Carroll's David Barnett has yet to unleash a throw as big as the one that won the NAIA national javelin title last season, but he may just be warming up.

Retaining his national championship will be anything but easy for David Barnett.

The defensive lineman-turned offensive lineman only recently has been able to fully focus his attention on javelin, the event he won as a Carroll College sophomore when he hurled the spear 204 feet, 6 1/4 inches on his final throw at nationals last season.

Barnett’s focus this winter and springtime has been increasing his weight, pushing toward 275 pounds to fulfill his new position on the gridiron at offensive tackle. His weight increased so much, his large-framed track coach Harry Clark cracked that Barnett came out of winter “just fat. He looked worse than I did.”

When the comment was relayed to Barnett later, before the punchline could even be finished Barnett sensed Clark’s quip. “I knew it was coming,” he said. “That’s one of the things they were worried about. They were like, ‘Uhh, we still want you to move.’ I think I am fine as far as moving well.”

Even with the added weight, it’s been difficult for Barnett to make his mark this season.
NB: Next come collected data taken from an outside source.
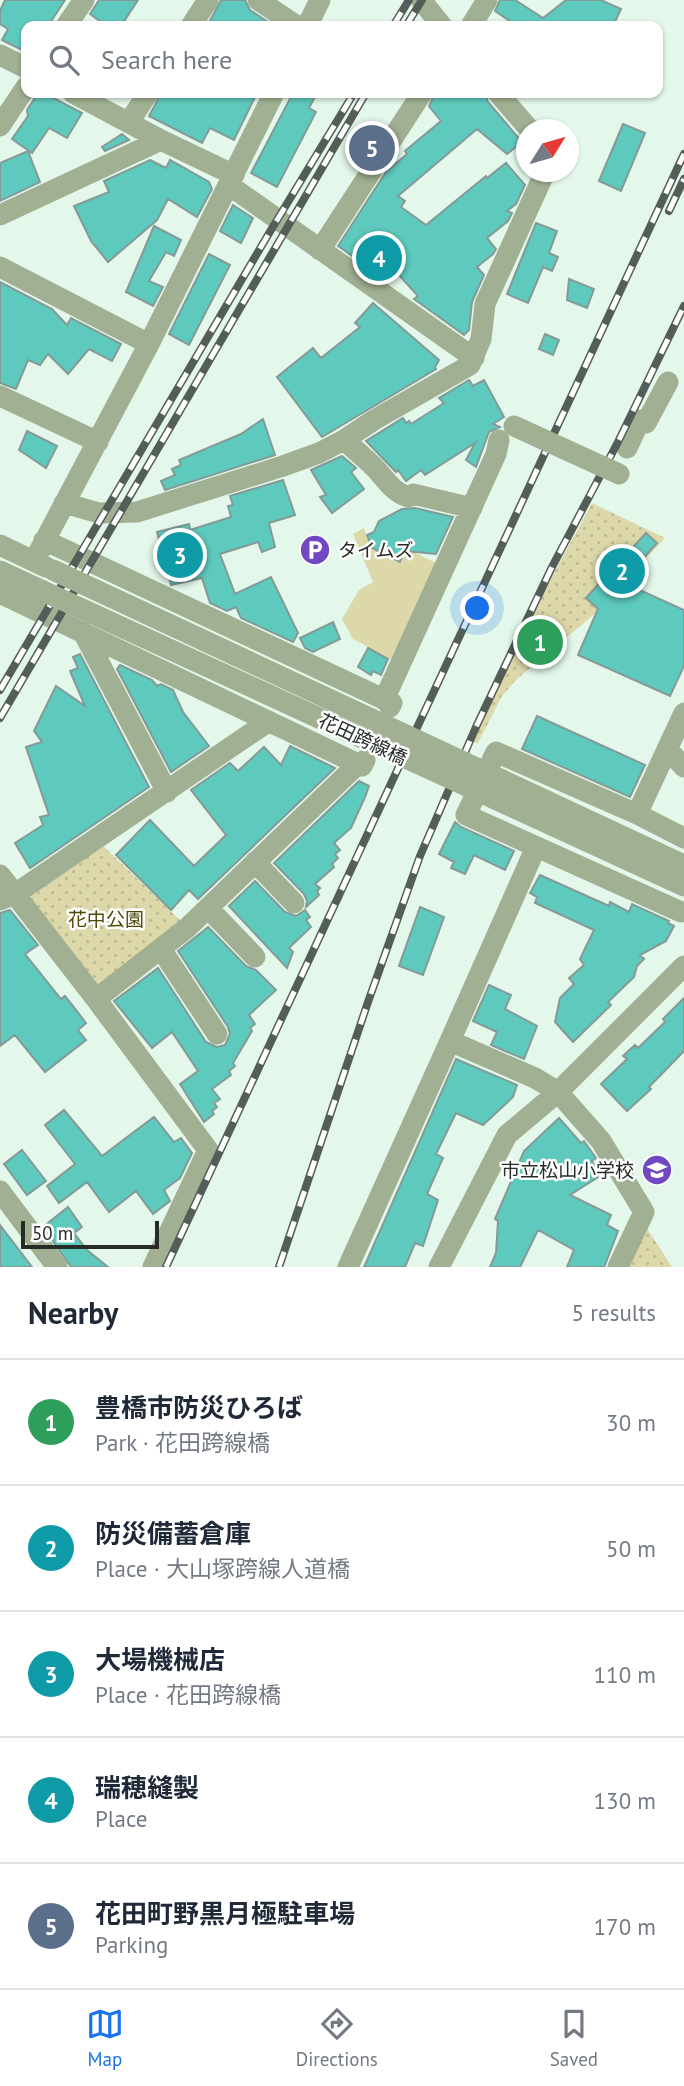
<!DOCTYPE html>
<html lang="en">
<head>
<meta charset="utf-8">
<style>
  body { margin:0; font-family:"PT Sans","Noto Sans JP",sans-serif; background:#f2f2f3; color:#1f2937 }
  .compass { position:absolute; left:516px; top:119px; width:63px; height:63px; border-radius:50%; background:#fff; box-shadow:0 2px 5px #0004; rotate:53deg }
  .scale { position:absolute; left:21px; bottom:18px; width:138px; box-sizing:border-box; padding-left:7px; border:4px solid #252c28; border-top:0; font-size:19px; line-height:24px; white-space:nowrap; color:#252c28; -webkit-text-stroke:5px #fefefe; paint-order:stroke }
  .you { position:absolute; left:478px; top:609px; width:24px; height:24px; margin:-18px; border:5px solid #fff; border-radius:50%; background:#1a73e8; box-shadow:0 0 0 10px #1a73e833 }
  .badge { display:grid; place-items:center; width:46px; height:46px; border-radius:50%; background:#1a73e8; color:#fff; font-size:23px; font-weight:700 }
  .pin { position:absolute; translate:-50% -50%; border:4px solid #fff; box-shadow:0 2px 7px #0006 }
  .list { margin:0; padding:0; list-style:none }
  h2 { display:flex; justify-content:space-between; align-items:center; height:91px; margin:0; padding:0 28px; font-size:30px }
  h2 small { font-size:23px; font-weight:400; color:#747a83 }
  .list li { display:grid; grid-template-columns:46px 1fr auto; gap:21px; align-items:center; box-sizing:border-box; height:126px; padding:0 28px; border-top:2px solid #e0e1e3 }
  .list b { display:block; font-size:26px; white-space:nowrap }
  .list p { margin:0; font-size:23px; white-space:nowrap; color:#747a83 }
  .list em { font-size:23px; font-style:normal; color:#747a83 }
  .icon { flex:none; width:38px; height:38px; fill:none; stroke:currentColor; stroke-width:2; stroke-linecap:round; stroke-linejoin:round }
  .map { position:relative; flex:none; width:684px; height:1267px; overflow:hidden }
  .search { position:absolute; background:#fff; box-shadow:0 2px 5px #0004; left:21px; right:21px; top:21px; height:77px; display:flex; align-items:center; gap:18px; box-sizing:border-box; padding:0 24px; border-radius:14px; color:#747a83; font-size:26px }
  .sheet { height:721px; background:#fff }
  nav { display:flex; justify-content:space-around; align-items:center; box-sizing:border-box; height:98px; border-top:2px solid #e0e1e3; background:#fff; font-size:19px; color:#747a83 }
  nav a { display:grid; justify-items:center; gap:4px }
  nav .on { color:#1a73e8 }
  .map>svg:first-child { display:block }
</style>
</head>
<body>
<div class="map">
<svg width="684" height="1267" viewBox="0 0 684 1267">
  <defs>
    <pattern id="park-dots" width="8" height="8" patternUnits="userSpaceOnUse" patternTransform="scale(1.75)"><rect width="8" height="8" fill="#ddd8aa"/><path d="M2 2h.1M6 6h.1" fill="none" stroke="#beba92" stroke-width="1.8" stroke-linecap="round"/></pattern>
  </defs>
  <rect width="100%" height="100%" fill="#e3f7ea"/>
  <path fill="#ddd8aa" d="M 364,528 L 371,549 L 401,563 L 408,549 L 438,564 L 394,661 L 353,639 L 342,619 L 359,590 L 373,582 L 353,534 Z"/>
  <path fill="url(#park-dots)" d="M 592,503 L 665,538 L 598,611 L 517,679 L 502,696 L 478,743 L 472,742 L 548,584 Z
    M 101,844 L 182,922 L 101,986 L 91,984 L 27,895 Z
    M 646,1227 L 672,1267 L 628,1267 Z"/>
  <path fill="#5ecabd" stroke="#839a97" stroke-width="2" d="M 5,0 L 65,0 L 48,26 L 26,26 L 26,52 L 2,40 L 8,29 L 0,24 L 0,11 Z
    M 99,0 L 138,0 L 121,26 L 107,26 L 90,14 Z
    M 221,0 L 245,0 L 250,10 L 274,26 L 207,26 Z
    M 500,0 L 515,0 L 543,18 L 566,0 L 601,0 L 621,9 L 613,26 L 517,26 L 495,11 Z
    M 38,93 L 44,93 L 82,113 L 67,138 L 49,128 L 32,153 L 12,139 L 28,116 L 27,110 Z
    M 161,93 L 257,93 L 234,140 L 210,128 L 202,143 L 149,116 Z
    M 293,93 L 317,93 L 309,108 L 316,112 L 277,187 L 251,173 Z
    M 435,93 L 485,93 L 488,102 L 522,142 L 507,154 L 477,129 L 398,196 L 405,201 L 401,207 L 426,225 L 486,176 L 487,178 L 506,163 L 525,185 L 516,204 L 507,211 L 512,213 L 508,221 L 487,238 L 496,249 L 493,254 L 477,267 L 484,275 L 472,302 L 469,330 L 464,335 L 414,299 L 418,296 L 398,274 L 393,277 L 384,266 L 378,274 L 338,246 L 386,172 L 407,154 L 405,151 L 441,121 L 429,106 Z
    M 623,124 L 645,133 L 621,191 L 599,181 Z
    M 122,134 L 129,140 L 105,151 L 102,147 Z
    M 28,151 L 40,182 L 0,201 L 0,163 Z
    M 150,160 L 166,168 L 170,160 L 209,182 L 212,189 L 197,217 L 168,199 L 157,220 L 108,262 L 91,241 L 74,206 L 109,192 L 104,181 Z
    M 233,205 L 253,218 L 241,243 L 220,231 Z
    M 536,223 L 557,231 L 549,253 L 558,257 L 552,271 L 543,267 L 528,303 L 507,294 Z
    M 154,226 L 181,240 L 174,256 L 166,252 L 149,281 L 163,287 L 153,306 L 126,292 Z
    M 209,254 L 230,265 L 189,345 L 169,334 Z
    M 569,279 L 594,289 L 587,308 L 567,300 Z
    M 0,282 L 52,309 L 67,325 L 71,318 L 121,344 L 112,361 L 89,349 L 68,374 L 48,354 L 40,365 L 28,360 L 16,389 L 0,383 Z
    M 373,303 L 439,360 L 435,367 L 436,369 L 322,437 L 277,377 L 313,348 L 321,358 L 360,327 L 355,323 Z
    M 545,334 L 559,340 L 553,355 L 539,349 Z
    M 469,380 L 473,386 L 484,380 L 504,417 L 493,424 L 500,427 L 489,432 L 476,467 L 466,460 L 475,443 L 425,475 L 421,470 L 406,481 L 398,470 L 396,472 L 366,441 L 403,418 L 406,423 L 409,421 L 411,424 L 444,403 L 439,398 Z
    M 263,419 L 275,455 L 165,490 L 161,481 L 175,475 L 172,469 L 181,465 L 179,460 L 241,434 Z
    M 27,431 L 57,446 L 46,468 L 19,450 Z
    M 342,456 L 356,468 L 351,472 L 364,489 L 332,513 L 320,497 L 326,495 L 311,470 Z
    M 283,480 L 295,515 L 269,523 L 275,547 L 262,552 L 258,542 L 220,554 L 235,594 L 271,577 L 298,633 L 293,642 L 241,618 L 236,607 L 227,611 L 210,603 L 202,578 L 171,585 L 157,532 L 189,524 L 190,530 L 231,517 L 228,506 L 233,505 L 230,496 Z
    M 415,508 L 453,517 L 436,554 L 405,551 L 400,562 L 372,548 L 367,535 L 374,532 L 379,521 L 402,509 Z
    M 646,533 L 657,543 L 622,582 L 684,610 L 684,666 L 670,696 L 578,655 L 598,609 L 586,598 Z
    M 333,622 L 340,639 L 313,652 L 305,648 L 300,638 Z
    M 368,648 L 388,659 L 381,675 L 373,671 L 371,675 L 358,667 Z
    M 80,654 L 149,787 L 30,868 L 15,843 L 43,825 L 40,817 L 49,815 L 26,747 L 42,742 L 34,731 L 56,686 L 85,706 L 70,671 L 78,668 L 73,657 Z
    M 120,665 L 152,680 L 157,686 L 161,684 L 173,690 L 183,712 L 209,746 L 171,772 L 117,669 Z
    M 537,716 L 645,765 L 630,797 L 522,749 Z
    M 290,746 L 335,768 L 198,899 L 189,890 L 171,910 L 116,855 L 150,820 L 194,866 L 226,835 L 191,790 L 230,763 L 238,771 L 264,747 L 281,765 Z
    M 359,781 L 369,786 L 365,797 L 351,828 L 334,843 L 340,850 L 335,854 L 338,858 L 332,864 L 334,867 L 315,884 L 320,888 L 317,891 L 319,895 L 306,907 L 307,901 L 304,894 L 274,863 Z
    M 455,822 L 461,827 L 514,851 L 505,870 L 474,855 L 465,874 L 451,868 L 454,862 L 439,854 Z
    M 540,875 L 609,906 L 610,902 L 629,912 L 632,904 L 669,921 L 668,923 L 674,926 L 666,941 L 640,955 L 644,959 L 637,966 L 634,977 L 608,1002 L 611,1005 L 573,1042 L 555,1022 L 560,998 L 574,984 L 569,978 L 584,965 L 580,959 L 594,930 L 535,903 L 537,897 L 530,893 Z
    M 255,881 L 285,912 L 296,916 L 305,910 L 310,917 L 306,920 L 311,927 L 289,948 L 293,952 L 287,968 L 229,906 Z
    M 420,907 L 444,917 L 423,975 L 399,966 Z
    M 10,910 L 38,945 L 25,954 L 61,999 L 65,996 L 86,1023 L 78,1030 L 86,1040 L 45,1072 L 15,1035 L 0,1046 L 0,913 Z
    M 208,927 L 246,966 L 256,970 L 276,990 L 249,1015 L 255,1024 L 250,1028 L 252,1031 L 233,1063 L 235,1066 L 229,1071 L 231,1075 L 212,1089 L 220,1099 L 214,1103 L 217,1107 L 212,1111 L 214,1114 L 204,1122 L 180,1084 L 198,1071 L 172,1032 L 152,1048 L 114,1001 L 158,968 L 206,1042 L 217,1047 L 225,1045 L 230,1034 L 228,1027 L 178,951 Z
    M 489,985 L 511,995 L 505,1009 L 537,1026 L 524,1059 L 491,1045 L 497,1032 L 473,1021 Z
    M 684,998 L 684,1051 L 649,1087 L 651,1089 L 627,1111 L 601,1084 L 627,1059 L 623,1056 L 635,1045 L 638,1048 L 665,1022 L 663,1019 Z
    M 456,1059 L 517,1085 L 513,1097 L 483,1125 L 456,1113 L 436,1154 L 443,1158 L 427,1194 L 438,1200 L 423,1246 L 415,1243 L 405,1267 L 364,1267 Z
    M 64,1110 L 102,1156 L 154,1117 L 174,1142 L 181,1138 L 192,1153 L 180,1178 L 164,1190 L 170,1201 L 153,1214 L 136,1191 L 109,1212 L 87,1182 L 59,1203 L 47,1186 L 75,1164 L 45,1125 Z
    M 559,1118 L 581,1143 L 584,1141 L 596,1158 L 592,1161 L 600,1176 L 570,1195 L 611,1215 L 607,1225 L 618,1231 L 605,1265 L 604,1267 L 567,1267 L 574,1250 L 538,1230 L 520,1267 L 490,1267 L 496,1253 L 498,1221 L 495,1219 L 524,1151 Z
    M 22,1150 L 46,1181 L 27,1195 L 4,1164 Z
    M 68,1207 L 82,1227 L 74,1233 L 87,1250 L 108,1267 L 71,1267 L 43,1227 Z
    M 0,1225 L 32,1267 L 0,1267 Z"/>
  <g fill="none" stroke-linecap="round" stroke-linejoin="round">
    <path stroke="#a1b092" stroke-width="21" d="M 258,0 L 297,26
      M 421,0 L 442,26
      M 66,26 L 84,0
      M 191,26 L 208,0
      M 307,26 L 320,0
      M 471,26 L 487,0
      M 0,55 L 26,68
      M 73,93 L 161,140 L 234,175
      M 498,93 L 530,130
      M 129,122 L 148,93
      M 0,126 L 26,87
      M 229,185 L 474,358
      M 0,215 L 161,140
      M 320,250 L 422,93
      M 0,267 L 149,344
      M 0,396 L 98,442
      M 344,440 C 354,449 365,458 374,467 C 385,478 392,492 408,497 L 413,494 L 472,508
      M 627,448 L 640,420 L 646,423 L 668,382
      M 64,503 L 99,513 L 137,512 L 283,466 L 319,453 L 344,440 L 374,420 L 470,365 L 481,339 L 485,304 L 545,172
      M 44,540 L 392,703 L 390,707
      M 0,545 L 46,567
      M 34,561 L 149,344 L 274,93
      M 0,571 L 43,591
      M 0,593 L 358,764
      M 83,632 L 167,792
      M 384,700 L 496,454 L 499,440
      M 667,749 L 684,767
      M 637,814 L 684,713
      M 255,862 L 294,903
      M 0,875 L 96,999 L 208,1150 L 153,1267
      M 0,900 L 15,894 L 269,721
      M 208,908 L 255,957
      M 681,912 L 466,815 L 496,752 L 637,814 L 684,838
      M 161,949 L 217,1034
      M 96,999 L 187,928 L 358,764 L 362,766 L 365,760
      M 450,1041 L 536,847
      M 0,1191 L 57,1267
      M 348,1267 L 450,1041 L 535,1078 L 558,1092 L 601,1141 L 644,1212 L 618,1267
      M 439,1267 L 507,1135 L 558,1092 L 684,966"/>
    <g stroke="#545e58" stroke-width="8">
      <path id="rail" d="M 393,26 L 409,0
        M 406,26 L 422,0
        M 669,211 L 684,179
        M 0,690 L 268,235 L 354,93
        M 0,718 L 366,93
        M 166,1267 L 684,154
        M 279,1267 L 368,1002 L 420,856 L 476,727 L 552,567 L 618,442 L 684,306"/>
    </g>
    <use href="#rail" stroke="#fefefe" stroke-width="5" stroke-dasharray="16" stroke-linecap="butt"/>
    <path stroke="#a1b092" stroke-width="21" d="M 514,426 L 619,474
      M 53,570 L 684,865
      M 43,591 L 684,886"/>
  </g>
  <defs>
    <g id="parking-disc" transform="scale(1.575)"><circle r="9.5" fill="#7148c1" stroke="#fefefe"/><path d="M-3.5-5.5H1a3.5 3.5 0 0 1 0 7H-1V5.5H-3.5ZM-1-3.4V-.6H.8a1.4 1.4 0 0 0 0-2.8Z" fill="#fff"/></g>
    <g id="school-disc" transform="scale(1.575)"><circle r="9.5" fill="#7148c1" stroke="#fefefe"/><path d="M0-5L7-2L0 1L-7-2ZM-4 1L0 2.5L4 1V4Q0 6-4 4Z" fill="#fff"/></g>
  </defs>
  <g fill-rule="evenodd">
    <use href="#parking-disc" x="315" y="550"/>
    <use href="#school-disc" x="657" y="1170"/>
  </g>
  <g text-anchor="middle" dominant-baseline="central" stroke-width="5" stroke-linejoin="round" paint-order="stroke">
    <g font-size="19" fill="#252c28" stroke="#fefefe" text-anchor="start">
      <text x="338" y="550">タイムズ</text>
      <text x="634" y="1170" text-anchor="end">市立松山小学校</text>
    </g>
    <g font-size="19" fill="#252c28" stroke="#fefefe">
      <text transform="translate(363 739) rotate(25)">花田跨線橋</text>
    </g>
    <g font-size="19" fill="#4f4808" stroke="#fefefe">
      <text x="106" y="919">花中公園</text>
    </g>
  </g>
</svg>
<svg class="compass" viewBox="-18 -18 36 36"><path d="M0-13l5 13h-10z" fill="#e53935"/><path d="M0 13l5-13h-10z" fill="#747a83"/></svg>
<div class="scale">50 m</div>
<div class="you"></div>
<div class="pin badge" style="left:540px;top:642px;background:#2e9e5b">1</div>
<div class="pin badge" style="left:622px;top:571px;background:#0f9aa8">2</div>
<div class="pin badge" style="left:180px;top:555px;background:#0f9aa8">3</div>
<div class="pin badge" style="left:379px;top:258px;background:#0f9aa8">4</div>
<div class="pin badge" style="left:372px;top:148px;background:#5c6f8a">5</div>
<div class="search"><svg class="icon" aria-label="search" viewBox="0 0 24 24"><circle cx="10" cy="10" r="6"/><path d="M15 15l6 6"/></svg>Search here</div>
</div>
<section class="sheet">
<h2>Nearby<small>5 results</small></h2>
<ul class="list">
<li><span class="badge" style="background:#2e9e5b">1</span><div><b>豊橋市防災ひろば</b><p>Park · 花田跨線橋</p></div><em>30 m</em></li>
<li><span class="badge" style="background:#0f9aa8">2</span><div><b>防災備蓄倉庫</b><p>Place · 大山塚跨線人道橋</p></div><em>50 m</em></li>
<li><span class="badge" style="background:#0f9aa8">3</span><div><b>大場機械店</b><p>Place · 花田跨線橋</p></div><em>110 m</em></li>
<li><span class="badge" style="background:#0f9aa8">4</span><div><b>瑞穂縫製</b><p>Place</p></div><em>130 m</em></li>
<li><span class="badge" style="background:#5c6f8a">5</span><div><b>花田町野黒月極駐車場</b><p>Parking</p></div><em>170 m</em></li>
</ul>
</section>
<nav>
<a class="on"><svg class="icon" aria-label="map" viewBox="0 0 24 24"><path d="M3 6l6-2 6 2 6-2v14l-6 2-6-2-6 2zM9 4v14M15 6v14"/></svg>Map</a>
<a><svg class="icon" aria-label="directions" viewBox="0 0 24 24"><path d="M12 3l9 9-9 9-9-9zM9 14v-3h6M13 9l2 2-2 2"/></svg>Directions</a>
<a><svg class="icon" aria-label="saved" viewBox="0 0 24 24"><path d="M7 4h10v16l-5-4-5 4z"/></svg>Saved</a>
</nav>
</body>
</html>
He’s a thrower capable of going over 200 feet, but due to the nature of Helena Middle School’s abbreviated thrower’s field, where the final painted marker is 190 feet, Barnett can’t fully unleash in practice or home meets.

“We haven’t unleashed him out of the bag yet,” Clark said. “We throw down here (at Vigilante Stadium). He’d throw it in the parking lot over there. He can only do so much. We only have him on a five-step. He throws like 190 coming out. If he threw as hard as he could, he’d be in the road.”

Barnett’s schedule worked nicely in conjunction before spring football ended. Practices didn’t conflict, and the few Saturdays the Saints had football scrimmages, meets either didn’t conflict or coincided just right so Barnett could participate in both.

Barnett has qualified for nationals already this season, throwing his top mark of 189 feet on April 1 at the Carroll Open, the first event of the season for the Saints. As of Wednesday, that mark put Barnett at No. 6 in the nation, nearly 20 feet behind Pancho Saldana, the Eastern Oregon standout Barnett upended last year at nationals.

Beyond the length of the practice field, Barnett also dislikes the grass runway. The Hermiston, Oregon, product is used to throwing on tarmac surfaces. Grass has been an adjustment.

“I really dislike throwing on grass,” he said. “You come here and state here is on grass. It’s a whole different world for me. For a competition it’s a little different.”

Barnett has three meets to improve that mark before nationals. Perhaps the biggest motivator will be this weekend’s Montana Open in Missoula, which pits the Saints against NCAA Division-I competition. Barnett peaked right before nationals last season, throwing a 207-foot mark in the final meet of the regular season. It stands to reason he’s on a similar path this season.